PROBLEM TO SOLVE: Retype each entry exactly. Skip any pictures.

INPUT:

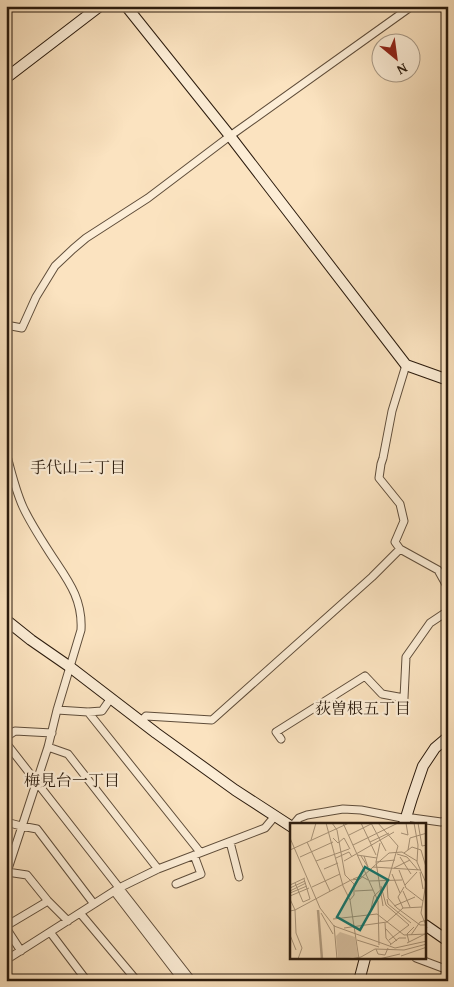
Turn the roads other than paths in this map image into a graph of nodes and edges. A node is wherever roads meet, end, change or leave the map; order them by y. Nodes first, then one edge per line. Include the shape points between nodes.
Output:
1 (100, 6) edge
2 (126, 6) edge
3 (412, 6) edge
4 (6, 78) edge
5 (230, 136) junction
6 (7, 326) edge
7 (406, 365) junction
8 (448, 380) edge
9 (6, 452) edge
10 (400, 549) junction
11 (448, 588) edge
12 (448, 611) edge
13 (6, 620) edge
14 (70, 667) junction
15 (110, 698) junction
16 (57, 710) junction
17 (88, 712) junction
18 (141, 721) junction
19 (52, 733) junction
20 (6, 737) edge
21 (448, 737) edge
22 (280, 739) dead end
23 (6, 743) edge
24 (48, 747) junction
25 (36, 781) junction
26 (275, 816) junction
27 (448, 820) edge
28 (405, 821) edge
29 (6, 822) edge
30 (296, 823) edge
31 (290, 824) edge
32 (21, 826) junction
33 (230, 842) junction
34 (197, 853) junction
35 (158, 869) junction
36 (7, 874) edge
37 (239, 878) dead end
38 (176, 884) dead end
39 (117, 890) junction
40 (48, 901) junction
41 (94, 904) junction
42 (80, 913) junction
43 (68, 921) junction
44 (426, 926) edge
45 (6, 927) edge
46 (50, 932) junction
47 (448, 940) edge
48 (21, 951) junction
49 (6, 960) edge
50 (365, 960) edge
51 (421, 960) edge
52 (448, 970) edge
53 (84, 979) edge
54 (179, 980) edge
55 (137, 981) edge
56 (192, 981) edge
57 (360, 981) edge

1 - 4 street
2 - 5 street
3 - 5 street
5 - 6 street via 73,249 55,266 22,328
5 - 7 street
7 - 8 street
7 - 10 street via 392,411 379,478 400,504 404,521 395,542
9 - 14 street via 23,507 79,605 82,630
10 - 11 street via 438,570
10 - 18 street via 212,720 146,716
12 - 22 street via 430,623 406,657 404,698 382,694 365,676 276,732
13 - 14 street
14 - 15 street
14 - 16 street
15 - 17 street via 102,711
15 - 18 street
16 - 17 street
16 - 19 street
17 - 34 street
18 - 26 street
19 - 20 street via 15,731
19 - 24 street
21 - 28 street via 435,748 423,766
23 - 25 street
24 - 25 street
24 - 35 street via 68,754
25 - 32 street
25 - 39 street
26 - 31 street
26 - 33 street via 265,828
27 - 28 street
28 - 30 street via 343,808 307,815
29 - 32 street
32 - 36 street
32 - 41 street via 37,829
33 - 34 street
33 - 37 street
34 - 35 street
34 - 38 street via 201,874
35 - 39 street
36 - 40 street via 28,875
39 - 41 street
39 - 54 street
39 - 56 street
40 - 43 street
40 - 45 street
41 - 42 street
42 - 43 street
42 - 55 street
43 - 46 street
44 - 47 street
45 - 48 street
46 - 48 street
46 - 53 street
48 - 49 street
50 - 57 street
51 - 52 street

EXERCISE ANSWER:
Turn the roads other than paths in this map image into a graph of nodes and edges. A node is wherever roads meet, end, change or leave the map; order them by y. Nodes first, then one edge per line. Include the shape points between nodes.
Output:
1 (100, 6) edge
2 (126, 6) edge
3 (412, 6) edge
4 (6, 78) edge
5 (230, 136) junction
6 (7, 326) edge
7 (406, 365) junction
8 (448, 380) edge
9 (6, 452) edge
10 (400, 549) junction
11 (448, 588) edge
12 (448, 611) edge
13 (6, 620) edge
14 (70, 667) junction
15 (110, 698) junction
16 (57, 710) junction
17 (88, 712) junction
18 (141, 721) junction
19 (52, 733) junction
20 (6, 737) edge
21 (448, 737) edge
22 (280, 739) dead end
23 (6, 743) edge
24 (48, 747) junction
25 (36, 781) junction
26 (275, 816) junction
27 (448, 820) edge
28 (405, 821) edge
29 (6, 822) edge
30 (296, 823) edge
31 (290, 824) edge
32 (21, 826) junction
33 (230, 842) junction
34 (197, 853) junction
35 (158, 869) junction
36 (7, 874) edge
37 (239, 878) dead end
38 (176, 884) dead end
39 (117, 890) junction
40 (48, 901) junction
41 (94, 904) junction
42 (80, 913) junction
43 (68, 921) junction
44 (426, 926) edge
45 (6, 927) edge
46 (50, 932) junction
47 (448, 940) edge
48 (21, 951) junction
49 (6, 960) edge
50 (365, 960) edge
51 (421, 960) edge
52 (448, 970) edge
53 (84, 979) edge
54 (179, 980) edge
55 (137, 981) edge
56 (192, 981) edge
57 (360, 981) edge

1 - 4 street
2 - 5 street
3 - 5 street
5 - 6 street via 73,249 55,266 22,328
5 - 7 street
7 - 8 street
7 - 10 street via 392,411 379,478 400,504 404,521 395,542
9 - 14 street via 23,507 79,605 82,630
10 - 11 street via 438,570
10 - 18 street via 212,720 146,716
12 - 22 street via 430,623 406,657 404,698 382,694 365,676 276,732
13 - 14 street
14 - 15 street
14 - 16 street
15 - 17 street via 102,711
15 - 18 street
16 - 17 street
16 - 19 street
17 - 34 street
18 - 26 street
19 - 20 street via 15,731
19 - 24 street
21 - 28 street via 435,748 423,766
23 - 25 street
24 - 25 street
24 - 35 street via 68,754
25 - 32 street
25 - 39 street
26 - 31 street
26 - 33 street via 265,828
27 - 28 street
28 - 30 street via 343,808 307,815
29 - 32 street
32 - 36 street
32 - 41 street via 37,829
33 - 34 street
33 - 37 street
34 - 35 street
34 - 38 street via 201,874
35 - 39 street
36 - 40 street via 28,875
39 - 41 street
39 - 54 street
39 - 56 street
40 - 43 street
40 - 45 street
41 - 42 street
42 - 43 street
42 - 55 street
43 - 46 street
44 - 47 street
45 - 48 street
46 - 48 street
46 - 53 street
48 - 49 street
50 - 57 street
51 - 52 street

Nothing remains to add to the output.